*Saved data entries*.
****************
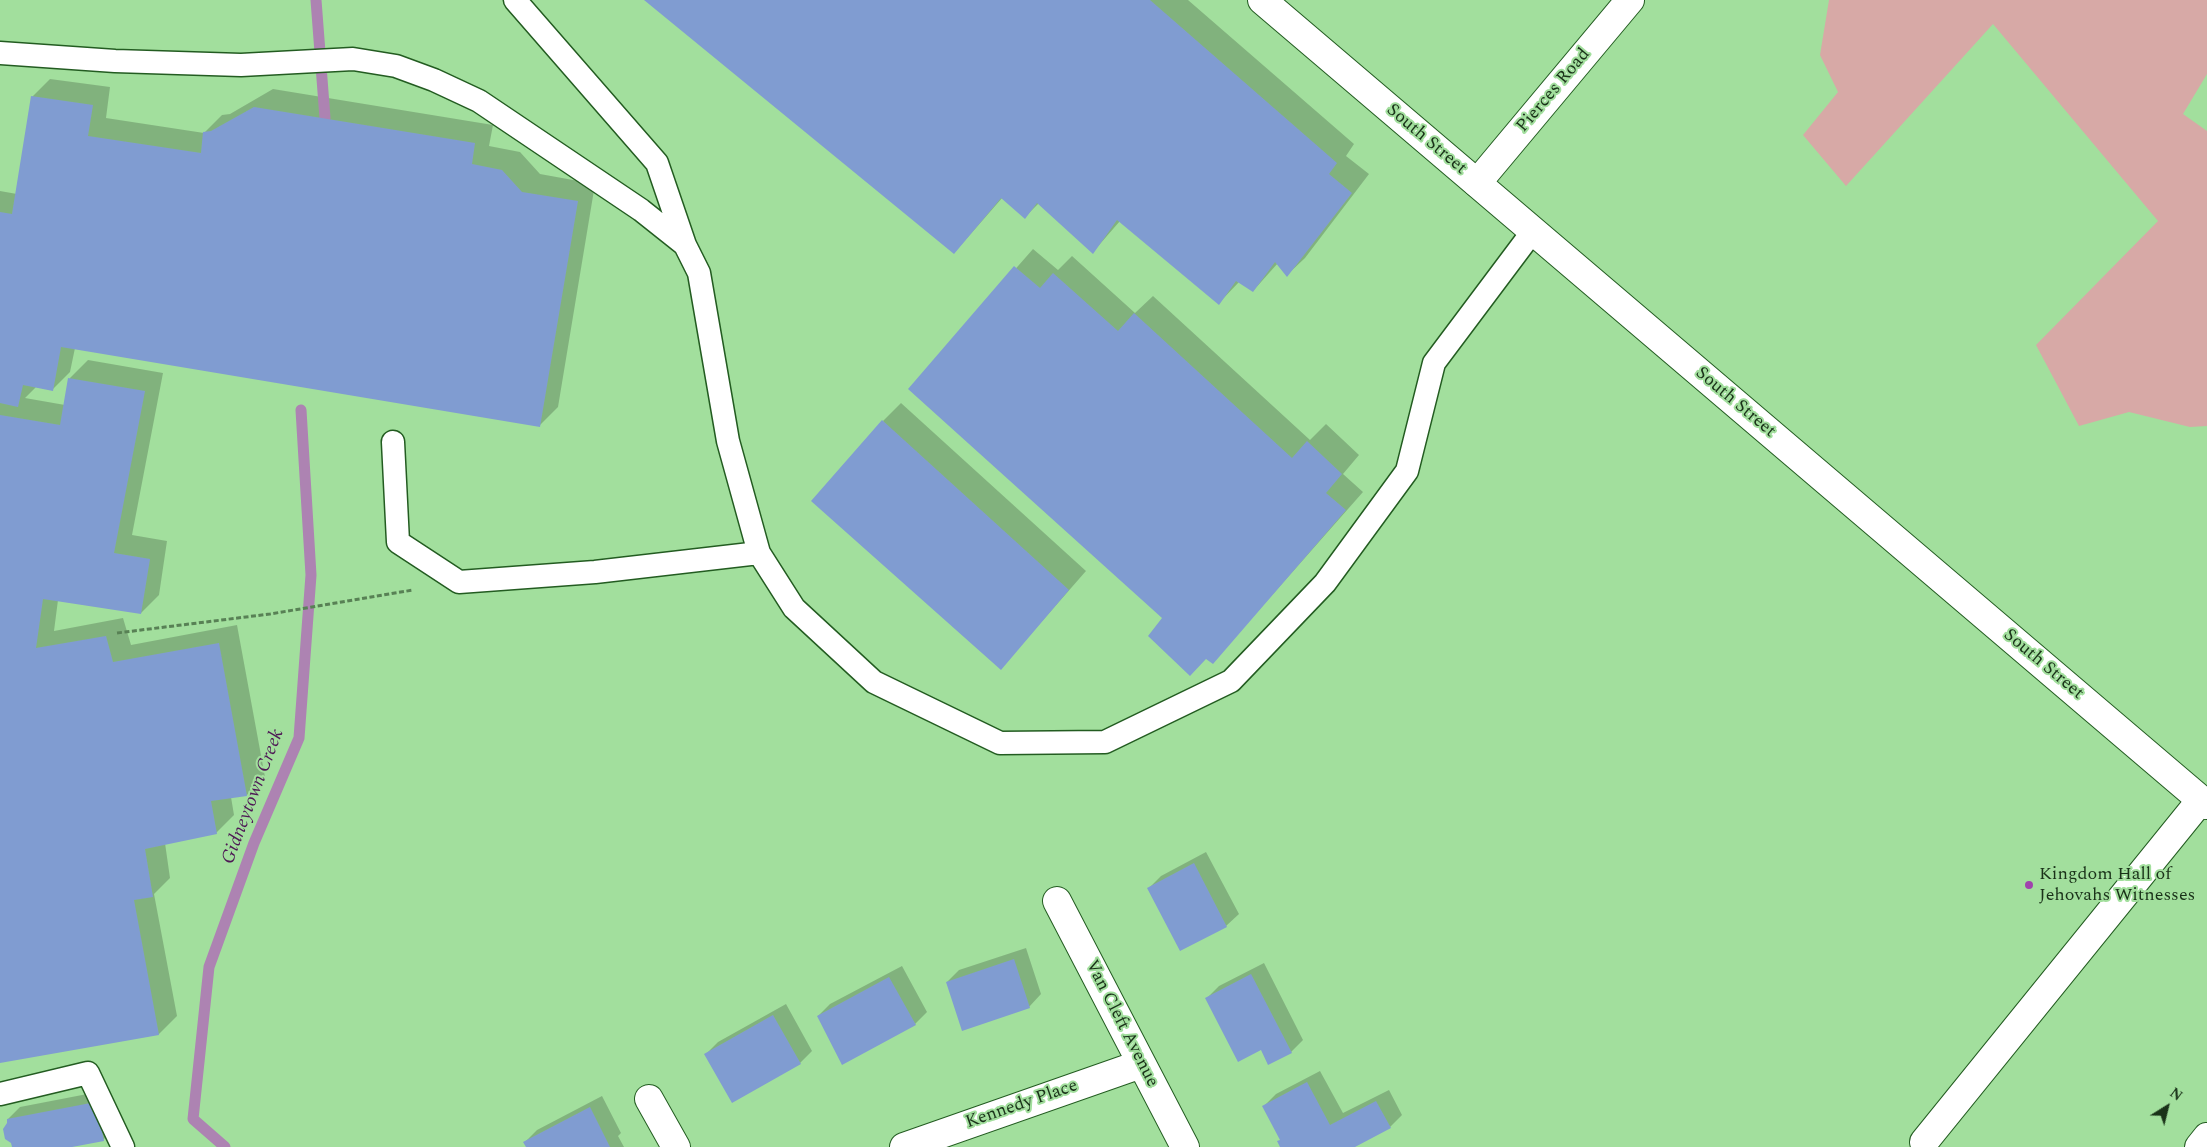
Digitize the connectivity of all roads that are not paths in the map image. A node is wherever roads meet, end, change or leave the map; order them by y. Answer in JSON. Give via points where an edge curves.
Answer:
{"nodes":[{"id":1,"x":515,"y":0,"type":"edge"},
{"id":2,"x":1262,"y":0,"type":"edge"},
{"id":3,"x":1630,"y":0,"type":"edge"},
{"id":4,"x":0,"y":53,"type":"edge"},
{"id":5,"x":1477,"y":183,"type":"junction"},
{"id":6,"x":1533,"y":230,"type":"junction"},
{"id":7,"x":685,"y":245,"type":"junction"},
{"id":8,"x":393,"y":442,"type":"dead end"},
{"id":9,"x":759,"y":553,"type":"junction"},
{"id":10,"x":2204,"y":803,"type":"edge"},
{"id":11,"x":1057,"y":901,"type":"dead end"},
{"id":12,"x":1141,"y":1064,"type":"junction"},
{"id":13,"x":0,"y":1094,"type":"edge"},
{"id":14,"x":649,"y":1099,"type":"dead end"},
{"id":15,"x":2207,"y":1137,"type":"edge"},
{"id":16,"x":1924,"y":1142,"type":"dead end"},
{"id":17,"x":123,"y":1147,"type":"edge"},
{"id":18,"x":676,"y":1147,"type":"edge"},
{"id":19,"x":904,"y":1147,"type":"edge"},
{"id":20,"x":1185,"y":1147,"type":"edge"},
{"id":21,"x":2199,"y":1147,"type":"edge"}],
"edges":[{"from":1,"to":7,"type":"lane","via":[[657,163]]},
{"from":2,"to":5,"type":"street","name":"South Street"},
{"from":3,"to":5,"type":"street","name":"Pierces Road"},
{"from":4,"to":7,"type":"lane","via":[[241,65],[347,59],[396,66],[479,101],[641,210]]},
{"from":5,"to":6,"type":"street","name":"South Street"},
{"from":6,"to":9,"type":"lane","via":[[1434,363],[1407,471],[1325,584],[1231,681],[1105,742],[1000,743],[874,682],[794,608]]},
{"from":6,"to":10,"type":"street","name":"South Street"},
{"from":7,"to":9,"type":"lane","via":[[699,273],[728,441]]},
{"from":8,"to":9,"type":"lane","via":[[398,542],[459,582],[595,572]]},
{"from":10,"to":16,"type":"street"},
{"from":11,"to":12,"type":"street","name":"Van Cleft Avenue"},
{"from":12,"to":19,"type":"street","name":"Kennedy Place"},
{"from":12,"to":20,"type":"street","name":"Van Cleft Avenue"},
{"from":13,"to":17,"type":"lane","via":[[88,1073]]},
{"from":14,"to":18,"type":"street"},
{"from":15,"to":21,"type":"street"}]}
****************
*Task brief*.
Set down each entry above word for word, without its pictures.

*Result of the task*.
Digitize the connectivity of all roads that are not paths in the map image. A node is wherever roads meet, end, change or leave the map; order them by y. Answer in JSON. Give via points where an edge curves.
Answer:
{"nodes":[{"id":1,"x":515,"y":0,"type":"edge"},
{"id":2,"x":1262,"y":0,"type":"edge"},
{"id":3,"x":1630,"y":0,"type":"edge"},
{"id":4,"x":0,"y":53,"type":"edge"},
{"id":5,"x":1477,"y":183,"type":"junction"},
{"id":6,"x":1533,"y":230,"type":"junction"},
{"id":7,"x":685,"y":245,"type":"junction"},
{"id":8,"x":393,"y":442,"type":"dead end"},
{"id":9,"x":759,"y":553,"type":"junction"},
{"id":10,"x":2204,"y":803,"type":"edge"},
{"id":11,"x":1057,"y":901,"type":"dead end"},
{"id":12,"x":1141,"y":1064,"type":"junction"},
{"id":13,"x":0,"y":1094,"type":"edge"},
{"id":14,"x":649,"y":1099,"type":"dead end"},
{"id":15,"x":2207,"y":1137,"type":"edge"},
{"id":16,"x":1924,"y":1142,"type":"dead end"},
{"id":17,"x":123,"y":1147,"type":"edge"},
{"id":18,"x":676,"y":1147,"type":"edge"},
{"id":19,"x":904,"y":1147,"type":"edge"},
{"id":20,"x":1185,"y":1147,"type":"edge"},
{"id":21,"x":2199,"y":1147,"type":"edge"}],
"edges":[{"from":1,"to":7,"type":"lane","via":[[657,163]]},
{"from":2,"to":5,"type":"street","name":"South Street"},
{"from":3,"to":5,"type":"street","name":"Pierces Road"},
{"from":4,"to":7,"type":"lane","via":[[241,65],[347,59],[396,66],[479,101],[641,210]]},
{"from":5,"to":6,"type":"street","name":"South Street"},
{"from":6,"to":9,"type":"lane","via":[[1434,363],[1407,471],[1325,584],[1231,681],[1105,742],[1000,743],[874,682],[794,608]]},
{"from":6,"to":10,"type":"street","name":"South Street"},
{"from":7,"to":9,"type":"lane","via":[[699,273],[728,441]]},
{"from":8,"to":9,"type":"lane","via":[[398,542],[459,582],[595,572]]},
{"from":10,"to":16,"type":"street"},
{"from":11,"to":12,"type":"street","name":"Van Cleft Avenue"},
{"from":12,"to":19,"type":"street","name":"Kennedy Place"},
{"from":12,"to":20,"type":"street","name":"Van Cleft Avenue"},
{"from":13,"to":17,"type":"lane","via":[[88,1073]]},
{"from":14,"to":18,"type":"street"},
{"from":15,"to":21,"type":"street"}]}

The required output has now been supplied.